I love Twitter. I really do. It’s a beautiful, wild, democratic experiment; a place for conversation to soar. It is the true spiritual successor to the Viennese coffee-houses of Wittgenstein and Freud, or the Left Bank bars in which Hemingway and Fitzgerald caroused. It is at turns hilarious and intense, as breaking news in real-time jostles with wordplay. Despite its financial woes, I’m not alone in finding it intoxicating.
But in the run-up to Halloween, Twitter is ruined; rendered practically unusable by people of the journalistic persuasion changing their names to twee, confusing, un-funnily spooky almost-puns.
This is not just because it’s insufferably twee, although it is. Nor is it simply that for these few weeks it becomes next-to impossible to work out who the blazes is saying what, though it does.
A quick scan of my timeline shows me that my colleagues Alex Hern and Sam Thielman – serious, well-respected reporters both – have become “Pumpkin Spiced Hern” (what?) and “Swam Thingman,” the latter of which puts me most in mind of late South Carolina senator Strom Thurmond more than anything else.

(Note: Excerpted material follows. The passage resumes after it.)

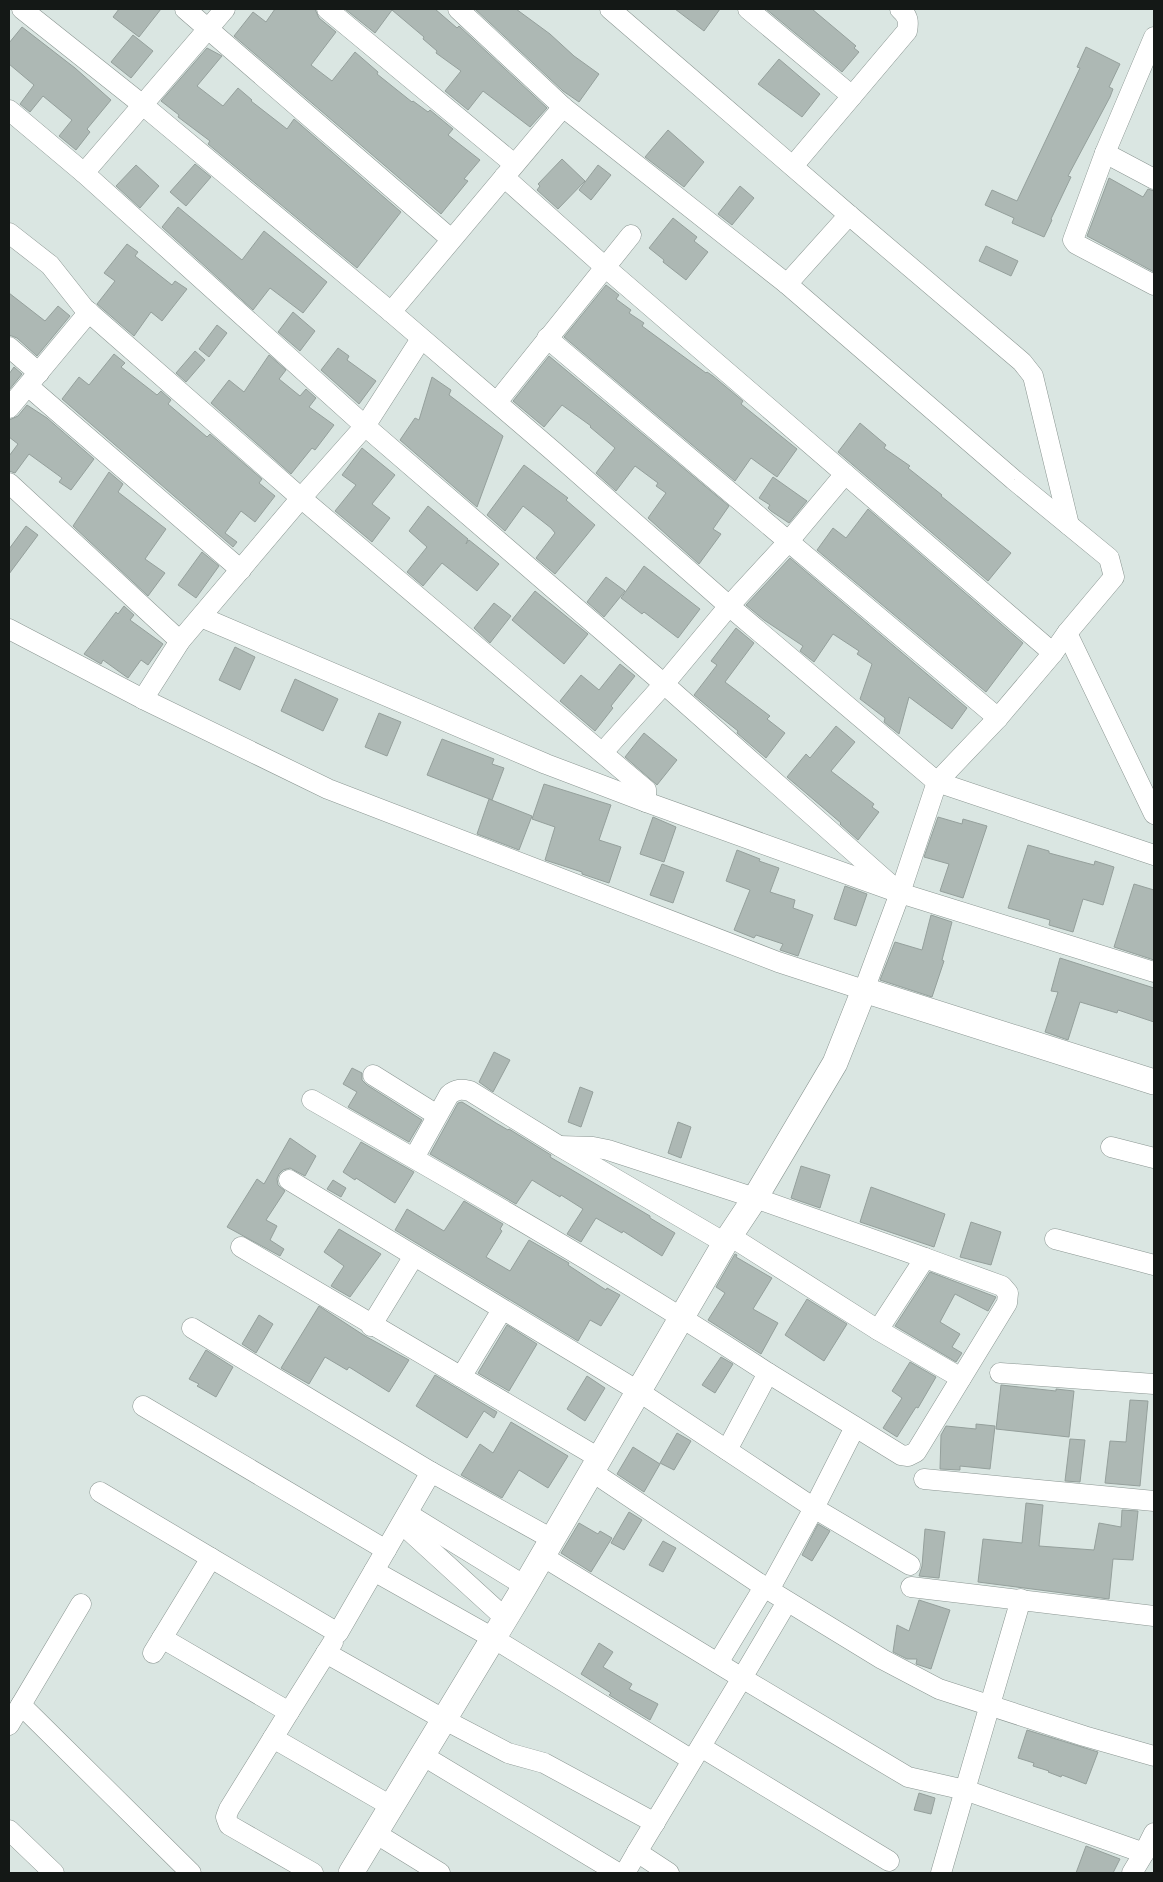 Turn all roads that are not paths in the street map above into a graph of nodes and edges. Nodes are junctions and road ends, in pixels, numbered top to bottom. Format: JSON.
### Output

“You could probably argue that the part of me that enjoys seeing Twitter automatically populate an article with the byline Swam Thingman or Sam T Claus is a part that shouldn’t be encouraged (you could also argue that I could do better in the name-pun department),” Thingman said. “But I’ll quote Madeleine L’Engle in my defense: the only way to treat something deadly serious is to make a little light of it.”
Look, Swam, and Pumpkin, and Hallow’Ann and Willaaaaargh: I’m not trying to suck all of the fun out of Media Twitter. It’s lots of fun – wordsmiths addicted to the news cycle make for engrossing repartee.
Thingman also pointed out this tremendous correction in no less an organ than the New York Times on the subject of the Jillian York, who works against censorship as the director for international freedom of expression at the Electronic Frontier Foundation: “An earlier version of a tweet in this column misstated the name of its writer. As her Twitter handle correctly noted, she is Jillian C. York, not Chillian J. Yikes! (That is a pseudonym she created for Halloween).”
This is certainly funny, I’ll grant you. But it’s also an example of the sort of misunderstandings that can happen in this season of confusion.
And that can easily become problematic. When something bad happens – that’s when Media Twitter is at its best (though also, sometimes, its worst). People seek information. People try to disseminate truth. Of course, Twitter doesn’t always get it right. But it’s journalism. We strive to be better.
What I can’t get out of my head is this: what if – God forbid, but what if – something big happens on Halloween? There is a mass shooting event, on average, every day in the United States. When people turn to journalists for answers, what does it look like for serious news to be coming from someone whose Twitter name is “Spooky Ghost Steve” or some equally egregious attempt at levity?
It’s just not a great optic. You wouldn’t want to see Brian Williams reporting grimly on a plane crash while wearing a sparkly conical party hat, tipped slightly askew. It looks callous. It is callous.
It’s time we admit the truth: changing your name on Twitter to a scary pun for Halloween is some basic garbage.
But, if you still want to do it, Gawker has published this handy guide.